Governance
Marketing Agency & AI Governance Checklist
One page that pins down what your marketing agency can touch, who approves patient-facing claims, and what happens when AI writes your copy. Print it, fill it in with your agency, and keep it with your practice policies.
Your agency publishes in your name — but AHPRA holds the practice responsible for what appears. Most practices have never written down what the agency may publish without asking, who can edit the website, or whether AI-written copy gets a human review. This checklist is that page.
Free. No patient data required. General template — adapt to your practice.
Marketing Agency & AI Governance Checklist
The agency governance page for ________________________ (practice name), covering ________________________ (agency / freelancer). Completed together on __________. Review yearly and whenever the agency or scope changes.
How to use this: sit down with your agency (or send it to them), fill in every row, and have both sides sign. Anything you can't answer is not a gap in the form — it's a question for the agency. Keep it wherever your practice policies live.
Why this page matters
- The practice carries the responsibility. Advertising rules for regulated health services apply to what appears under your name — whoever wrote it, however it was generated. "The agency did it" is not a defence you want to test.
- AI has changed agency output. Drafts arrive faster, in greater volume, and sound confident — including wording that can trip advertising rules (testimonials, outcome promises, "best in…" claims). Volume makes the approval step matter more, not less.
- Access is risk. An agency that can edit your website, booking system or forms without sign-off can introduce a problem faster than you can spot it.
1. What the agency can touch
| System | Access level (none / view / edit) | Can change WITHOUT owner approval? | Who revokes access when we part ways |
|---|---|---|---|
| Website | __________ | yes / no | __________________ |
| Booking system / online forms | __________ | yes / no | __________________ |
| Google Business Profile | __________ | yes / no | __________________ |
| Social accounts | __________ | yes / no | __________________ |
| Ad accounts (Google/Meta) | __________ | yes / no | __________________ |
| Tracking pixels / analytics | __________ | yes / no | __________________ |
Any row with edit access + "yes" is your highest-risk combination — decide deliberately, not by default.
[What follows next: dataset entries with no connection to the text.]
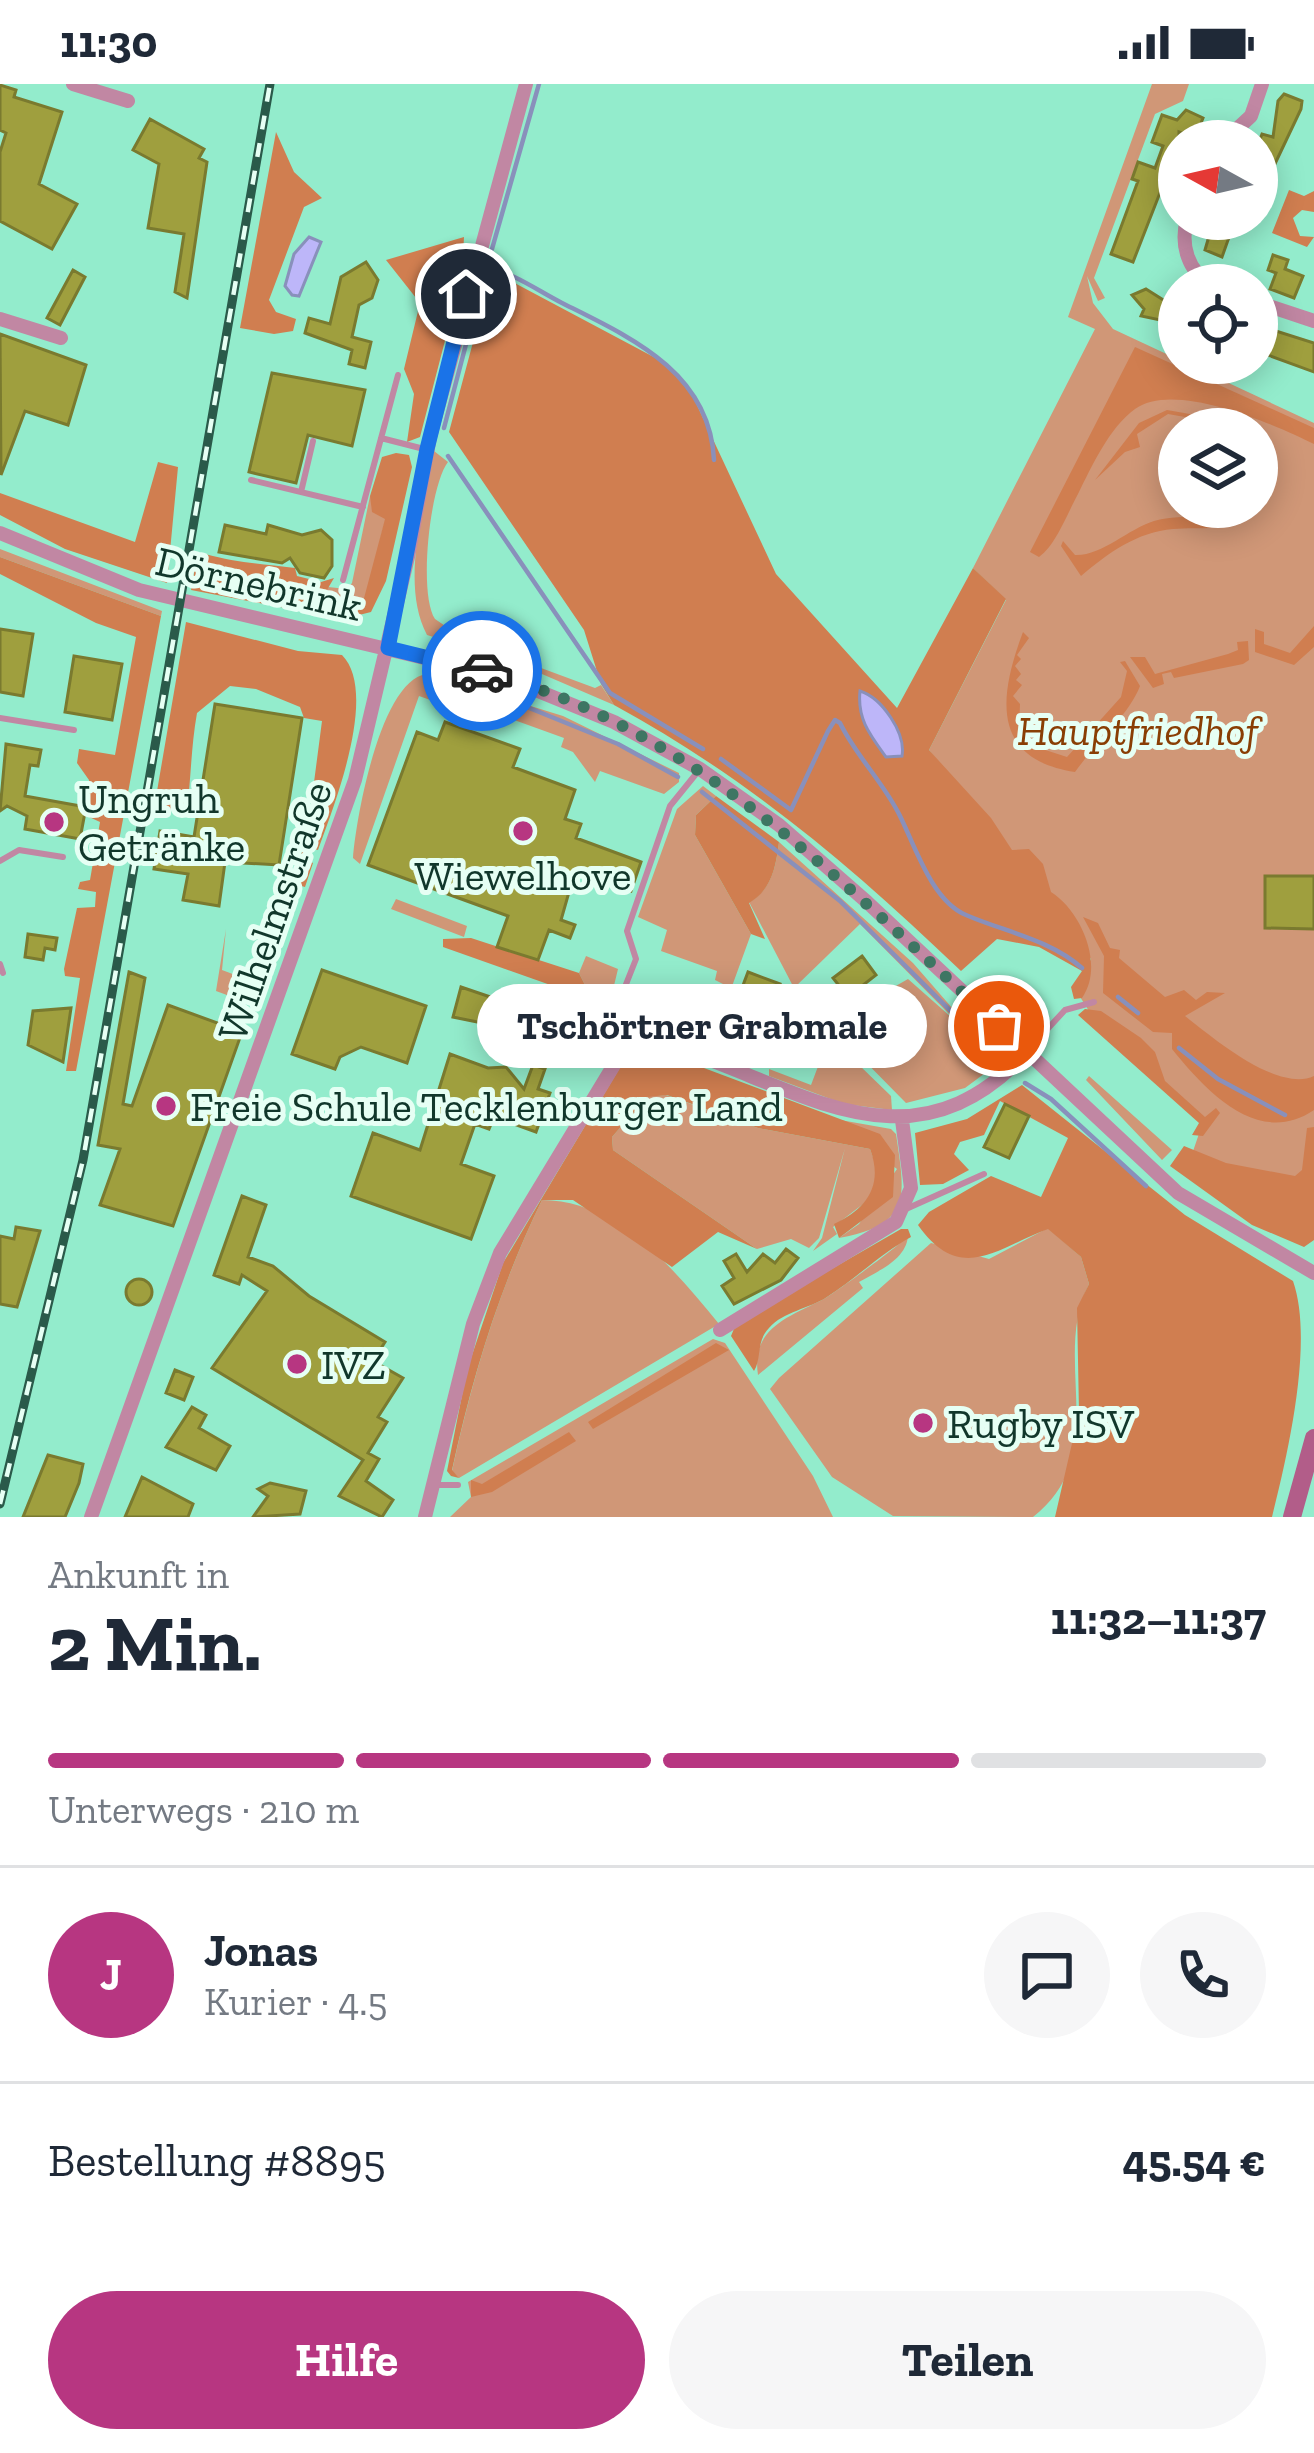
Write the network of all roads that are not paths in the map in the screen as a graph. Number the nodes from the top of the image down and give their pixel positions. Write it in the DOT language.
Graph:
graph roads {
  1 [pos="73,84"];
  2 [pos="526,84"];
  3 [pos="1262,84"];
  4 [pos="128,101"];
  5 [pos="1247,120"];
  6 [pos="1278,309"];
  7 [pos="0,319"];
  8 [pos="1314,321"];
  9 [pos="62,338"];
  10 [pos="398,375"];
  11 [pos="381,438"];
  12 [pos="313,441"];
  13 [pos="427,449"];
  14 [pos="250,480"];
  15 [pos="301,492"];
  16 [pos="363,506"];
  17 [pos="0,533"];
  18 [pos="343,580"];
  19 [pos="388,648"];
  20 [pos="0,718"];
  21 [pos="74,730"];
  22 [pos="700,769"];
  23 [pos="62,857"];
  24 [pos="0,862"];
  25 [pos="1094,1002"];
  26 [pos="614,1017"];
  27 [pos="1027,1052"];
  28 [pos="902,1120"];
  29 [pos="985,1174"];
  30 [pos="905,1209"];
  31 [pos="1314,1273"];
  32 [pos="720,1330"];
  33 [pos="1314,1438"];
  34 [pos="431,1485"];
  35 [pos="458,1485"];
  36 [pos="91,1517"];
  37 [pos="424,1517"];
  38 [pos="1292,1517"];
  1 -- 4 [label="street"];
  2 -- 13 [label="street, Wilhelmstraße"];
  3 -- 5 [label="street"];
  6 -- 8 [label="street"];
  7 -- 9 [label="street"];
  10 -- 11 [label="lane"];
  11 -- 13 [label="lane"];
  11 -- 16 [label="lane"];
  12 -- 15 [label="lane"];
  13 -- 19 [label="street, Wilhelmstraße"];
  14 -- 15 [label="lane"];
  15 -- 16 [label="lane"];
  16 -- 18 [label="lane"];
  17 -- 19 [label="street, Dörnebrink"];
  19 -- 22 [label="street, Dörnebrink"];
  19 -- 36 [label="street, Wilhelmstraße"];
  20 -- 21 [label="lane"];
  22 -- 26 [label="lane"];
  22 -- 27 [label="street, Dörnebrink"];
  23 -- 24 [label="lane"];
  25 -- 27 [label="lane"];
  27 -- 28 [label="street"];
  27 -- 31 [label="street, Dörnebrink"];
  28 -- 30 [label="street"];
  28 -- 34 [label="street"];
  29 -- 30 [label="lane"];
  30 -- 32 [label="street"];
  33 -- 38 [label="main road"];
  34 -- 35 [label="lane"];
  34 -- 37 [label="street"];
}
2. Who approves patient-facing claims
| Question | Answer |
|---|---|
| Who gives final approval before anything patient-facing is published? | __________________ |
| Are patient reviews / testimonials reused in marketing? (testimonials about clinical care are an advertising review trigger) | yes / no / unsure |
| Is before/after imagery used? Under what consent and context? | __________________ |
| Are superlatives ("best", "leading", "#1") and outcome promises ("guaranteed results") excluded? | yes / no / unsure |
| What happens when the practice says "take it down"? How fast? | __________________ |
3. When AI writes the copy
| Rule | Agreed? |
|---|---|
| AI-drafted content is always reviewed by a named human before publishing | yes / no |
| The reviewer checks specifically for advertising-rule triggers (testimonials, outcomes, superlatives, before/after) | yes / no |
| No patient information is ever entered into AI tools to generate marketing (including "anonymised" treatment stories) | yes / no |
| The practice is told which AI tools the agency uses on its behalf — and they're listed on the practice's AI tool register | yes / no |
4. Evidence and review cadence
- Keep the approvals. A simple email trail ("approved — Scott, 12/6") is enough; the point is that approval happened and can be shown.
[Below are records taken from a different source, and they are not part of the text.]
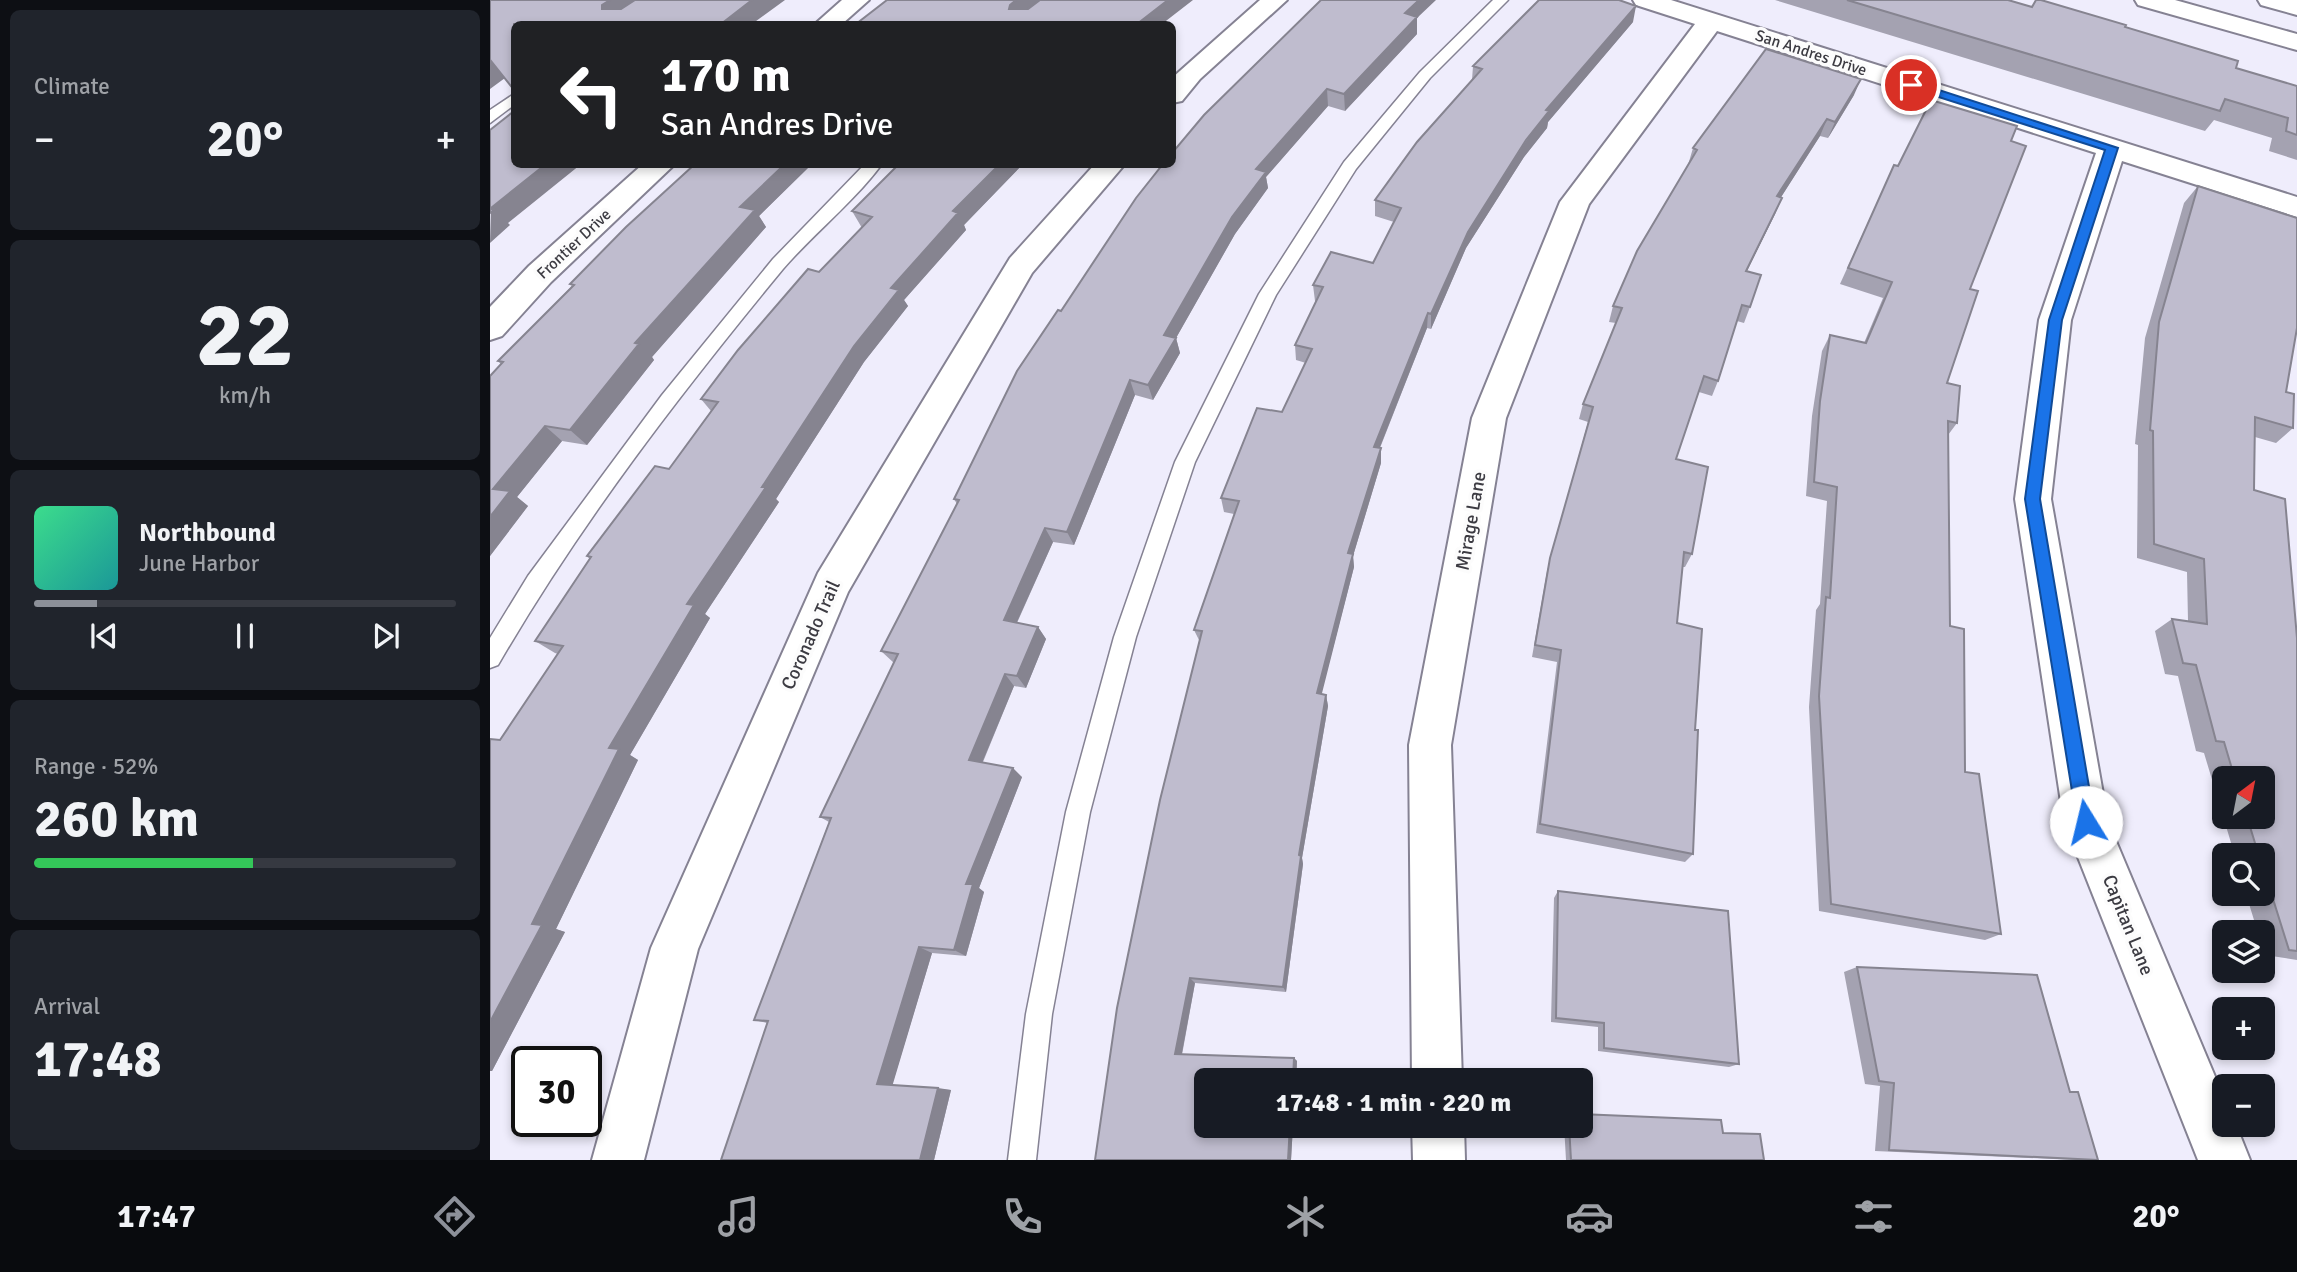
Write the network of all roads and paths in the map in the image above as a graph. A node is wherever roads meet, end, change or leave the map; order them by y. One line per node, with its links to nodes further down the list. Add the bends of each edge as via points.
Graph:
1 (858, 0): 8 (street)
2 (1275, 0): 11 (street)
3 (1501, 0): 24 (lane, via 1425,75 1350,166 1268,294 1185,462 1125,636 1079,812 1039,1014)
4 (1645, 0): 9 (street, San Andres Drive)
5 (2147, 0): 10 (street)
6 (2270, 0): 7 (street)
7 (2297, 7)
8 (831, 21)
9 (1711, 21): 14 (street, San Andres Drive); 21 (street, Mirage Lane, via 1575,202 1489,418 1430,745)
10 (2297, 42)
11 (1176, 91)
12 (511, 100): 13 (lane)
13 (490, 118)
14 (2112, 148): 18 (street, San Andres Drive); 26 (street, Capitan Lane, via 2055,320 2033,499 2086,822)
15 (657, 168): 19 (street, Frontier Drive, via 540,274)
16 (870, 168): 20 (lane, via 779,263 669,400 536,582)
17 (1107, 168): 23 (street, Coronado Trail, via 1021,266 832,585 675,948)
18 (2297, 207)
19 (490, 328)
20 (490, 658)
21 (1437, 1068)
22 (1438, 1138): 25 (street)
23 (618, 1160)
24 (1022, 1160)
25 (1439, 1160)
26 (2224, 1160)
- Quarterly skim: open your own homepage, Google profile and latest posts as a patient would. Anything that reads like a testimonial, outcome promise or superlative goes on the review list.
- Annual re-sign: review this page with the agency once a year and whenever scope, staff or tools change.
Sign-off
| Name | Signature | Date | |
|---|---|---|---|
| For the practice | ____________ | ____________ | ______ |
| For the agency | ____________ | ____________ | ______ |
This is a general governance template for practice–agency workflows. It is not legal advice, and completing it does not establish compliance with AHPRA advertising requirements, the Privacy Act, the Australian Privacy Principles, or any other obligation. Items flagged here are review prompts, not findings. Adapt it to your practice and seek qualified advice for your circumstances.